Nous appellons le Panegyrique solennel, celui qui engage toute l’Eglise à la solennité de son sujet, qui a le plus eclaté dans l’Eglise, comme sont les Apostres, & les Saintes, comme Madeléne, &c. Et les sujets moins solennels, sont particuliers à certaines Communautez, Patronages & Fondations, qui n’estant pas si solennels, ny si publiques & n’engageant pas toute l’Eglise, ne demandent pas tant de ponpe ni tant de magnificence, de la part des Panegyristes, & la plus part des Panegyristes n’estans pas avertis de cette difference & de cette exception donnent la torture & la genne à leur esprit, pour rendre le Panegyrique de saint Pierre d’Alcantara, par exenple, aussi riche & aussi ponpeux que celui de saint Paul ou de saint Augustin. Ce qui se fait contre les regles du Panegyrique, qui doit tirer son lustre principal du merite du Saint dont on celebre la memoire & non pas de l’industrie de son esprit ou de son art, & faire comme les Avocats des Parties qui doivent defendre leur droit, mais qui ne doivent pas l’aumenter.

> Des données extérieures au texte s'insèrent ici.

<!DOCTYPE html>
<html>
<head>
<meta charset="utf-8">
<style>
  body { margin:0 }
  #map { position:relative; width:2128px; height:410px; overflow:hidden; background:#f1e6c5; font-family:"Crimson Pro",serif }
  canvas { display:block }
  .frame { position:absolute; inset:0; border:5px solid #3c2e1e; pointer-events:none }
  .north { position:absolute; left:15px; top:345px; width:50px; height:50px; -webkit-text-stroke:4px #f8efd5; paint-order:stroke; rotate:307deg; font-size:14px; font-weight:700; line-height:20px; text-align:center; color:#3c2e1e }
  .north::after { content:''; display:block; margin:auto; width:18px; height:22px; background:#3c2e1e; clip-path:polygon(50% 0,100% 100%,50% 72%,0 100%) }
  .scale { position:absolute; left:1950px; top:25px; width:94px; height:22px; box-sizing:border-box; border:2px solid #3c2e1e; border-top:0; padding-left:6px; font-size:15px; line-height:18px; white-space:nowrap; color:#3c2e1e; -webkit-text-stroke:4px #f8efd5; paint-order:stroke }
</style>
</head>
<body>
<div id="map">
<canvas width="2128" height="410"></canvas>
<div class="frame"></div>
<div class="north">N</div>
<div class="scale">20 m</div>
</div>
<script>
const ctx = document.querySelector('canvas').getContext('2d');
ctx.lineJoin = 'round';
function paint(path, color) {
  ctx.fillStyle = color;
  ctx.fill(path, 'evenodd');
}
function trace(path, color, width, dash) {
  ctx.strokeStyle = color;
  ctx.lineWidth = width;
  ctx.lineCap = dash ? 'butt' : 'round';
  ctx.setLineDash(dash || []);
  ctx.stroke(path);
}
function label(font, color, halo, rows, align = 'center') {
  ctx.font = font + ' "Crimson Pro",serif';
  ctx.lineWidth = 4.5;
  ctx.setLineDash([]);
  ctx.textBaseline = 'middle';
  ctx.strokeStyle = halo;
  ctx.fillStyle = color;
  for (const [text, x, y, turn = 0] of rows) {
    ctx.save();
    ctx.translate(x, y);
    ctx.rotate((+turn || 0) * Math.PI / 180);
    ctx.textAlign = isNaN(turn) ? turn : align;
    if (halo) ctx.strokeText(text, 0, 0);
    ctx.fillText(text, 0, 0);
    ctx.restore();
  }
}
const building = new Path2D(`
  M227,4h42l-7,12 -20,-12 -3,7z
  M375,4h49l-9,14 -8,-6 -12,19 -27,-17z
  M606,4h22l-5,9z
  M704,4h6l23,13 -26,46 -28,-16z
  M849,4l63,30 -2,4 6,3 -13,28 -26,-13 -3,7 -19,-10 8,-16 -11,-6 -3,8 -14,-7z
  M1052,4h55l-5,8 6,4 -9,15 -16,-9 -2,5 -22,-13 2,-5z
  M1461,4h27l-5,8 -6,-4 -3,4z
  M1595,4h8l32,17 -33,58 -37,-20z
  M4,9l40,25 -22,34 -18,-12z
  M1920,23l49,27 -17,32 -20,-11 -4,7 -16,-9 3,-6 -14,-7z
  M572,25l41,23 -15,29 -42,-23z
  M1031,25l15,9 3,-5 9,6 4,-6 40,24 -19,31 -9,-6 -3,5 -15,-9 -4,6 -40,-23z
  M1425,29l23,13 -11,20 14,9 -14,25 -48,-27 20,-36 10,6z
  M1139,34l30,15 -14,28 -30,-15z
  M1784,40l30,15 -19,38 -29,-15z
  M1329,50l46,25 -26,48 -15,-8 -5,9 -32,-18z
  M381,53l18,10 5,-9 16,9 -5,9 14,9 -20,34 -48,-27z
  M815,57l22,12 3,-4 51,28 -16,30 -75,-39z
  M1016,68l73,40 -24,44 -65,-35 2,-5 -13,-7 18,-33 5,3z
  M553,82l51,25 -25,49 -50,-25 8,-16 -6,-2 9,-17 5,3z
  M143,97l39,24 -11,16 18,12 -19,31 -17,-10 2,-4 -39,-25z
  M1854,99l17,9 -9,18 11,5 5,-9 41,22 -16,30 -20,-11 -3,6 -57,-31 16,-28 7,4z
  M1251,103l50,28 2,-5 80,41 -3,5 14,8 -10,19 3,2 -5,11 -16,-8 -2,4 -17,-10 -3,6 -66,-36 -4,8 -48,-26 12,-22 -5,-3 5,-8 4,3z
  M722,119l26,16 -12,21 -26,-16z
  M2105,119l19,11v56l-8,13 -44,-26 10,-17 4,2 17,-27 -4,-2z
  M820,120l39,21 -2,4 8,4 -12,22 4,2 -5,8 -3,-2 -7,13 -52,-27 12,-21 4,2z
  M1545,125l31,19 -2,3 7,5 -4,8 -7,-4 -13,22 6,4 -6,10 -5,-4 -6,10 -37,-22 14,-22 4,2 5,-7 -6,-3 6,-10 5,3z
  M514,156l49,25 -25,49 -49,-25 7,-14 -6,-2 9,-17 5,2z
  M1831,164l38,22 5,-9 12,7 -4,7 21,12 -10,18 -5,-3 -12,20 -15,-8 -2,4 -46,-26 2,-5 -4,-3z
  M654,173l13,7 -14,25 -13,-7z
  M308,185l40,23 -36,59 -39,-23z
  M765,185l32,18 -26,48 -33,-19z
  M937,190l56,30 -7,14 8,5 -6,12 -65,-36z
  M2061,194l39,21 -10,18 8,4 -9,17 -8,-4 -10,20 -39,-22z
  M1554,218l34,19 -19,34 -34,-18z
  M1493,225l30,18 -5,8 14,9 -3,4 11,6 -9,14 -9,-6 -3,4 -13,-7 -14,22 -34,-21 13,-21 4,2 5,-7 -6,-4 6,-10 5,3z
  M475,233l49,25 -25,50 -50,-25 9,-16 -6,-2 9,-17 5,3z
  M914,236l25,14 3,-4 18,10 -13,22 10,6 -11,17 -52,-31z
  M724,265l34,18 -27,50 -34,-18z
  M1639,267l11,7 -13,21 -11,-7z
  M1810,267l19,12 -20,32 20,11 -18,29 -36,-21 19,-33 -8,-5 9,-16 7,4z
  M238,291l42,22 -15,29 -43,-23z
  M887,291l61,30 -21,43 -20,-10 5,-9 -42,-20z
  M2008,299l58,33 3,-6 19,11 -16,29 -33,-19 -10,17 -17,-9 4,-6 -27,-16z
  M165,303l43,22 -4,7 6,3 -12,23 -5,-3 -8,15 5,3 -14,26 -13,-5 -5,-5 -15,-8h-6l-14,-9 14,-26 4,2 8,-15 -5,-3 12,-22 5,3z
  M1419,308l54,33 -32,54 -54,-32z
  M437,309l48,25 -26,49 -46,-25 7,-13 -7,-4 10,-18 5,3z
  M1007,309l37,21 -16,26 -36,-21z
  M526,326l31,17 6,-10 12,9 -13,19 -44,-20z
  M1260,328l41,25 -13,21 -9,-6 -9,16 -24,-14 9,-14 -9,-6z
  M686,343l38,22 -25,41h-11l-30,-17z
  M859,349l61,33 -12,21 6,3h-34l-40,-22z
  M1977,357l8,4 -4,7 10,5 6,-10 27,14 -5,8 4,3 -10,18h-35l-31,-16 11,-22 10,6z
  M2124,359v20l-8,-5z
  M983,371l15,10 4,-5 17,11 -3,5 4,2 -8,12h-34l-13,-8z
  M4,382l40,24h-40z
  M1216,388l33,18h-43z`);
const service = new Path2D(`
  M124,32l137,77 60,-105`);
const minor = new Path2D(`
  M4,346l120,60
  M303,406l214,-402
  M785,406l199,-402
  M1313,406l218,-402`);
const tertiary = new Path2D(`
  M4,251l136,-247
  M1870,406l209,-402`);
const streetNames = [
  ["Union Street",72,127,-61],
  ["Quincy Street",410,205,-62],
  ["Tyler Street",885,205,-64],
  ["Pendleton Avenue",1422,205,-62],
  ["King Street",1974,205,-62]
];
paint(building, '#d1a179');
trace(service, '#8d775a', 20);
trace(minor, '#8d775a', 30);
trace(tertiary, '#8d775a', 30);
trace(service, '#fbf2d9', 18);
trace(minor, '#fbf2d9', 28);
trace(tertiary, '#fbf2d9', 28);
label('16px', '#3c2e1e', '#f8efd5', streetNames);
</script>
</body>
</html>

En effet si nous cousultons la langne greque qui nous a fourny le nom de Panegyrique, nous verrons[ p. 439 ]
par la sinple consideration des sinples termes qui le conposent, qu’il ne signifie que ces sortes d’eloges des grands Hommes ou des grandes actions & solennitez qui se recitoient devant tout le Peuple, de tenps en tenps, qu’ils apelloient Olinpiades, dans les lieux publics destinez à ces usages, comme aux Jeux olinpiques, istmiques, &c. à cause des rares merites des personnes qui en faisoient le sujet, qui ne pouvant donner que de l’admiration à toute l’assenblée, estoit une piece d’Eloquence qui devoit estre publique ; d’où vient que les Eloges qui n’ont pas ces avantages qui s’écrivent seulement, & qui ne sont jamais recitez devant le peuple, mais devant quelques personnes familieres, ne sont pas de veritables Panegyriques, c’est à dire des Loüanges publiques, puis qu’on ne les recite jamais, à la façon des Panegyriques.
Ceux qui voudront voir un beau Traité du Panegyrique, doivent lire le Chap. 3. du 3. Livre de la Poësie de Scaliger, où cét Auteur en parle anplement & sçavanment.
Outre les Maximes generales & particulieres que nous avons donné de l’Eloge, nous devons considerer ces deux autres qui suivent.
I. Comme il n’y a que les sujets, grands, ponpeux & magnifiques, qui soient la veritable matiere du Panegyrique, les Panegyristes ne doivent pas se persuader que toutes choses en puissent estre l’objet, du moins celuy des plus solennels.
II. Puis que le plaisir & la joye sont la fin de la Loüange, nous devons dire que les mouvemens du Panegyrique doivent estre moins animez, & moins enportez que dans les jnvectives & dans les reprimandes ; c’est [ p. 440 ] pouruoy nous devons dire que les effets de l’Eloge ne peuvent estre que les passions extremément douces, comme sont.
1. La Ioye. 5. La Devotion.
2. Le Plaisir. 6. La Veneration.
3. La Faveur. 7. L’Admiration.
4. L’Honneur. 8. L’Emulation.
Qui doivent estre le terme principal de l’Invention, de l’Anplification, de l’Ornement & de l’Action oratoire.
Du Panegyrique solennel des Mysteres. Article II.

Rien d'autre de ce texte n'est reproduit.